WE obviously have different levels of tolerance and analysis then co-op. I draw the line at accepting the complete fabrications about Stalinism put forward by unreconstructed stalinists, and reserve the right to respond vigorously to their lies in debate. I have no objection whatsoever to joint work with the KKE in Greece by the wider Left - BUT the KKE itself as "vanguard party" aint interested - cos its in some form of "third periodist" schtick - ie "every other group on the Left is objectively bourgeois or social fascist".     YOU, though, appear to give the lies and distortions of the arch stalinist papageorgiou on the Greece thread a lot of credence -- BUT you draw the line at working with (or at least not wasting your time slagging off)  the SWP in the UK  ! Well I've had VERY bad experiences with the SWP, and although a lot of their sectarian practices may well be loosely terned "stalinoid" in tone, they simply  aint "Stalinists" ideologically, and , quite important point, they haven't the history of mass murder of socialists and general class betrayal which makes me more than a tad wary of hardline  unapologetic stalinists like the KKE.


----------



## co-op (Mar 1, 2012)

ayatollah said:


> WE obviously have different levels of tolerance and analysis then co-op. I draw the line at accepting the complete fabrications about Stalinism put forward by unreconstructed stalinists, and reserve the right to respond vigorously to their lies in debate. I have no objection whatsoever to joint work with the KKE in Greece by the wider Left - BUT the KKE itself as "vanguard party" aint interested - cos its in some form of "third periodist" schtick - ie "every other group on the Left is objectively bourgeois or social fascist". YOU, though, appear to give the lies and distortions of the arch stalinist papageorgiou on the Greece thread a lot of credence -- BUT you draw the line at working with (or at least not wasting your time slagging off) the SWP in the UK ! Well I've had VERY bad experiences with the SWP, and although a lot of their sectarian practices may well be loosely terned "stalinoid" in tone, they simply aint "Stalinists" ideologically, and , quite important point, they haven't the history of mass murder of socialists and general class betrayal which makes me more than a tad wary of hardline unapologetic stalinists like the KKE.


 
OK fair enough. My objections to working with the SWP are practical not ideological though.

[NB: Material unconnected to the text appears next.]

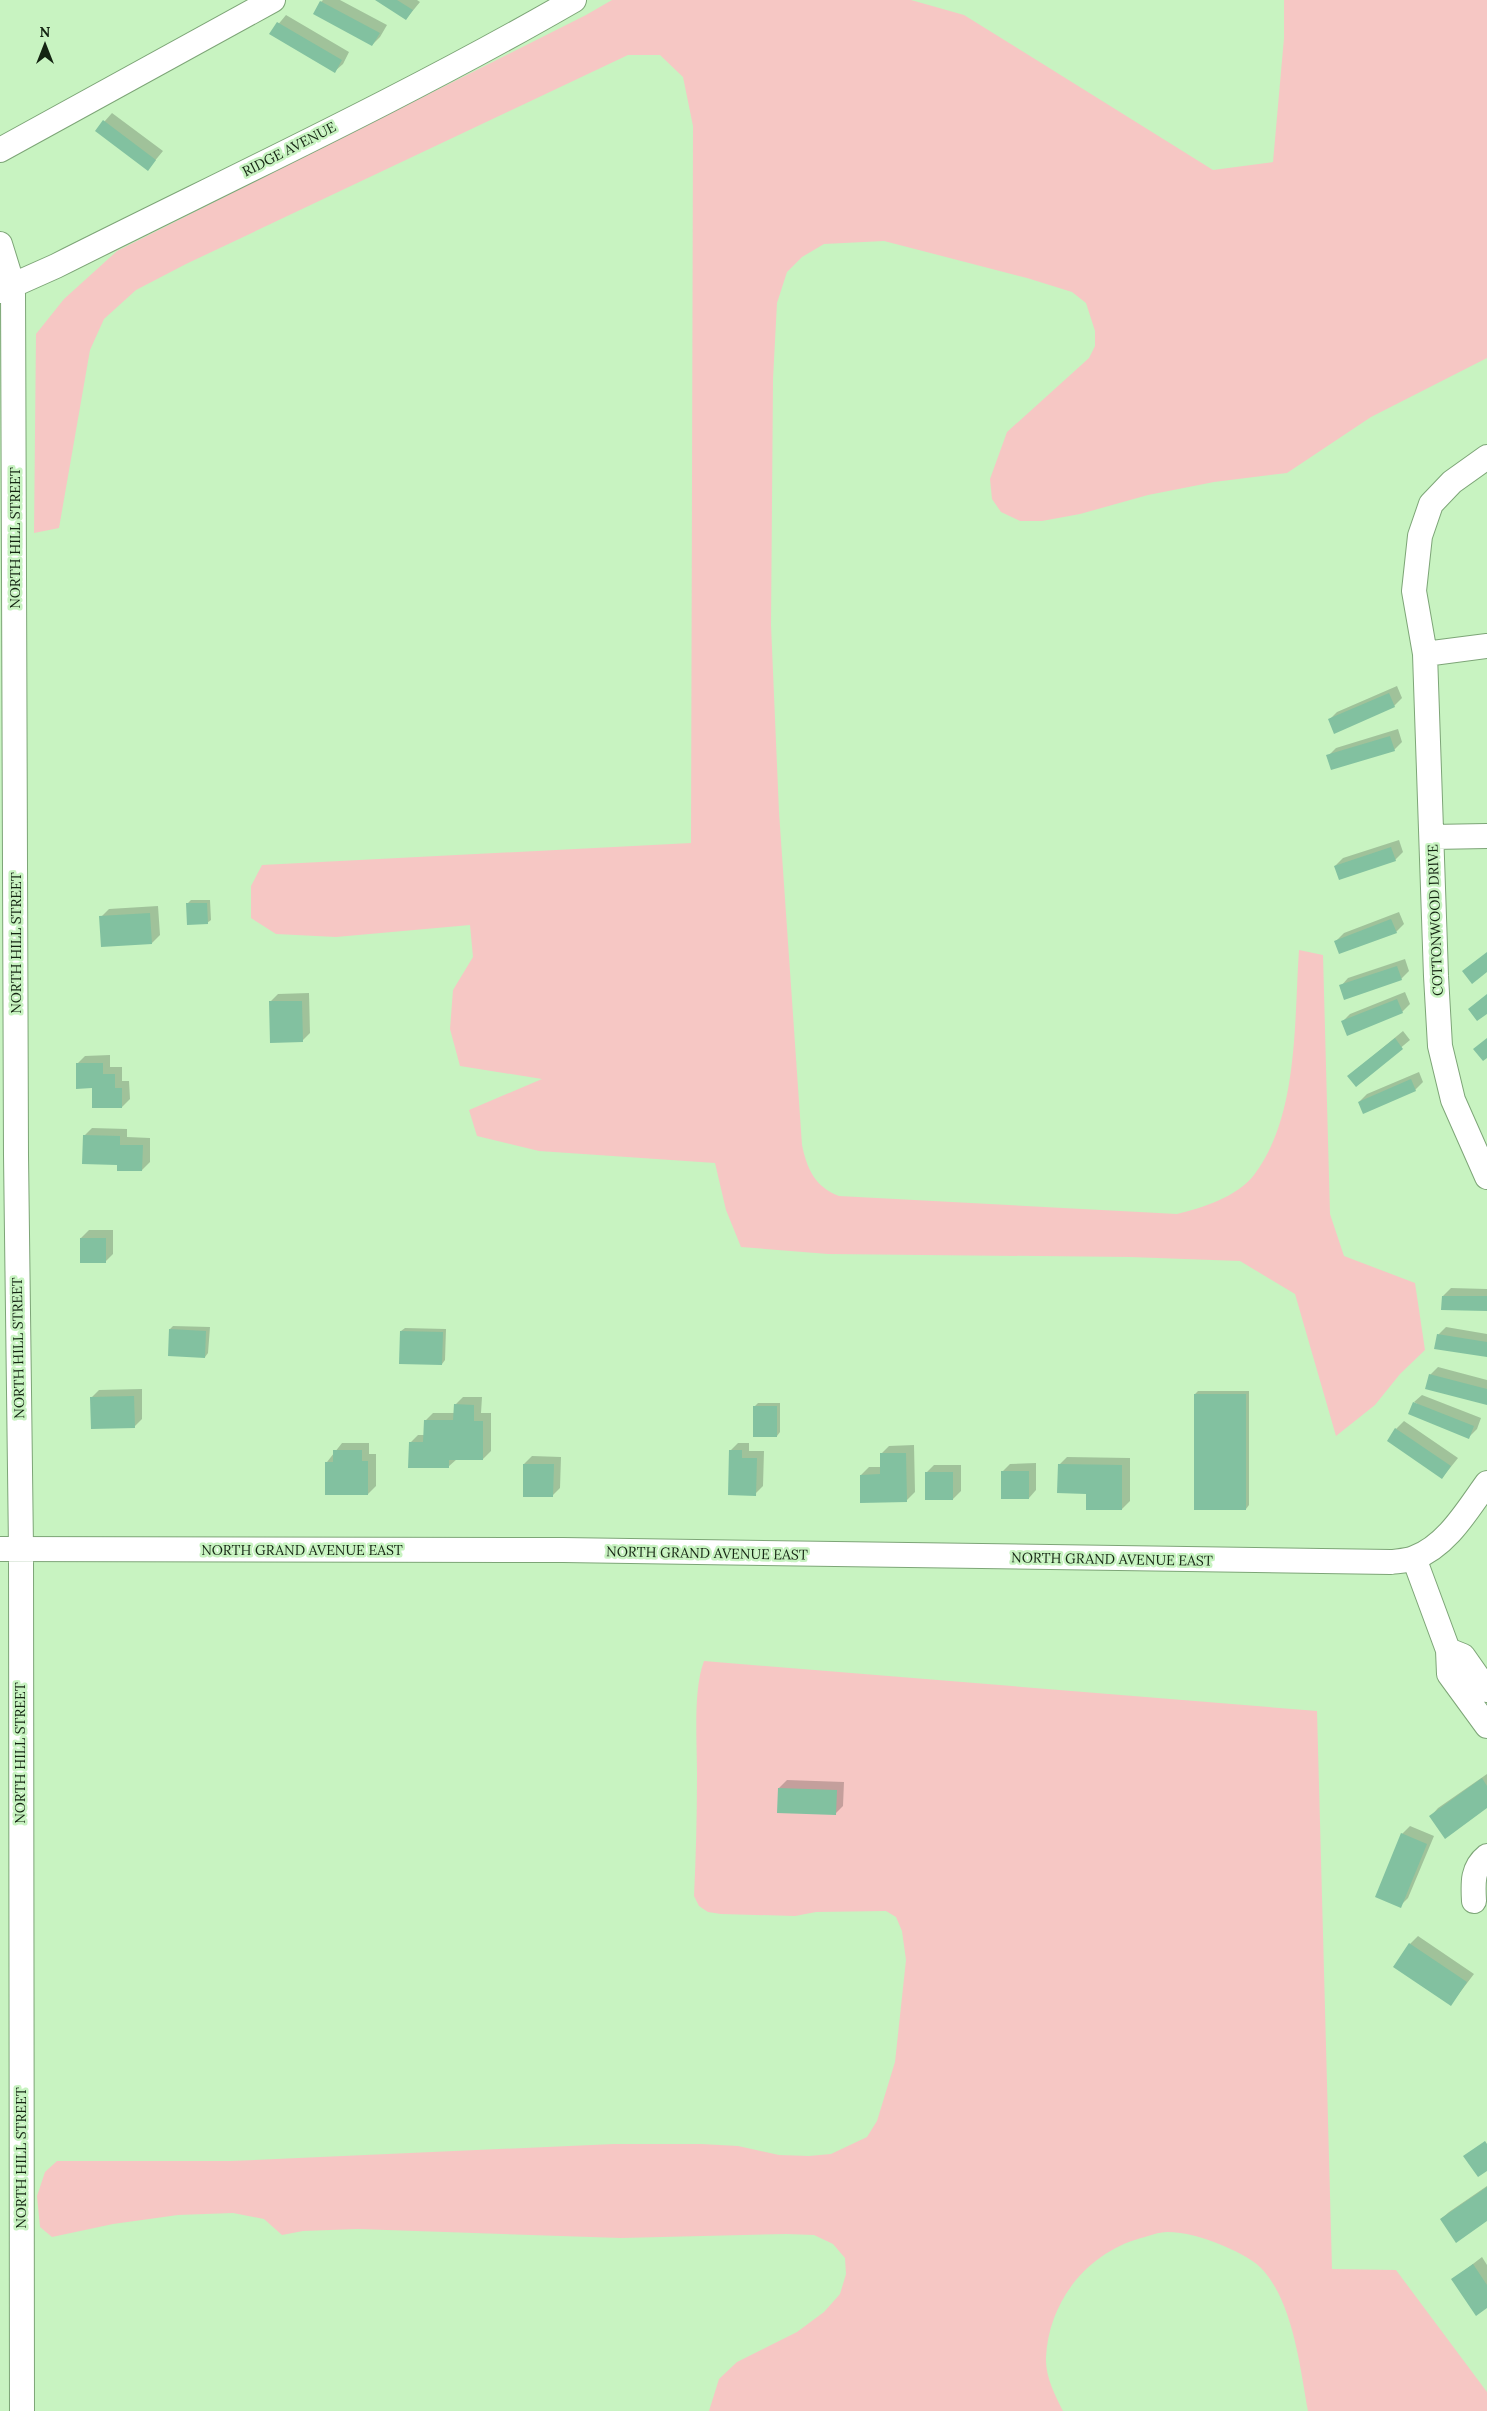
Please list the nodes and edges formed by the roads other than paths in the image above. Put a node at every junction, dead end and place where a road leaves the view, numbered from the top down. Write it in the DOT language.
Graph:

And my readiness to listen to the KKE guy on the other thread was because he seemed to me _not_ to be an unreconstructed Stalinist although I agree, the whole monopoly vanguard thing is bullshit.


----------



## belboid (Mar 1, 2012)

I bumped into an old SWP mate on the bus to work this morning, and she was pissing herself at the coverage the party was getting over the workfare stuff. ‘How the fuck did we do that?’ she chortled, laughing at the absurdity of them having supposedly destroyed workfare.  No attempt to claim they had done so, far from it, she was as keen as John McDonnell was this morning to show the breadth of the campaign, that it isn’t just trots by any means. 
That right-wing newspapers want to split the campaign and create a red scare isn’t surprising.  That other people, like treelover and some other idiots further up the thread, want to repeat that drivel, to help divert the attention away from the campaign to the SWP is shameful. Those people are acting as the rights agents, letting their own pettiness blind them to the main issues.


----------



## Spanky Longhorn (Mar 1, 2012)

Zabo said:


> Good interview with Bradley by Murdoch's dribbling, ex-bum boy - lick, lick. Reminds me of a postcard I had on my office wall for years.
> 
> "And on my right, a well dressed, mature gentleman from the Conservative Party. On my left, a bald headed, uncouth coot from the Trotsky Party."


 
Nice bit of homophobia there


----------



## TremulousTetra (Mar 3, 2012)

chilango said:


> The BBC have joined in the bigging up of the SWP.
> 
> Hmmm.
> 
> ...


 what do you think the agenda is?


----------



## TremulousTetra (Mar 3, 2012)

chilango said:


> Another BBC article...this time brandishing the spectre of "anarchists" according to IDS and "trotskyites" according Cameron.
> 
> desperate stuff.


 so are they bigging up anarchists? What is their agenda?


----------



## TremulousTetra (Mar 3, 2012)

ayatollah said:


> Why don't we JUST BE GLAD that all sorts of assorted Lefties (and their concerned, outraged mums and dads too) have put a spoke in the Coalition's "modern slavery for a modern age" scheme. It's VERY "Life of Brian" a lot of the stuff on this tread, fun, but really NOT good.
> 
> "People's Front for Judea..............
> 
> WANKERS !


ah, well said. Anarchist socialist I am glad to see anybody forking up the Tory plans. [Even if it is only a little spoke in their plans, so far.]

In fact
come on anarchists, pull your fingers out, and shows how it should be done.


----------



## ayatollah (Mar 3, 2012)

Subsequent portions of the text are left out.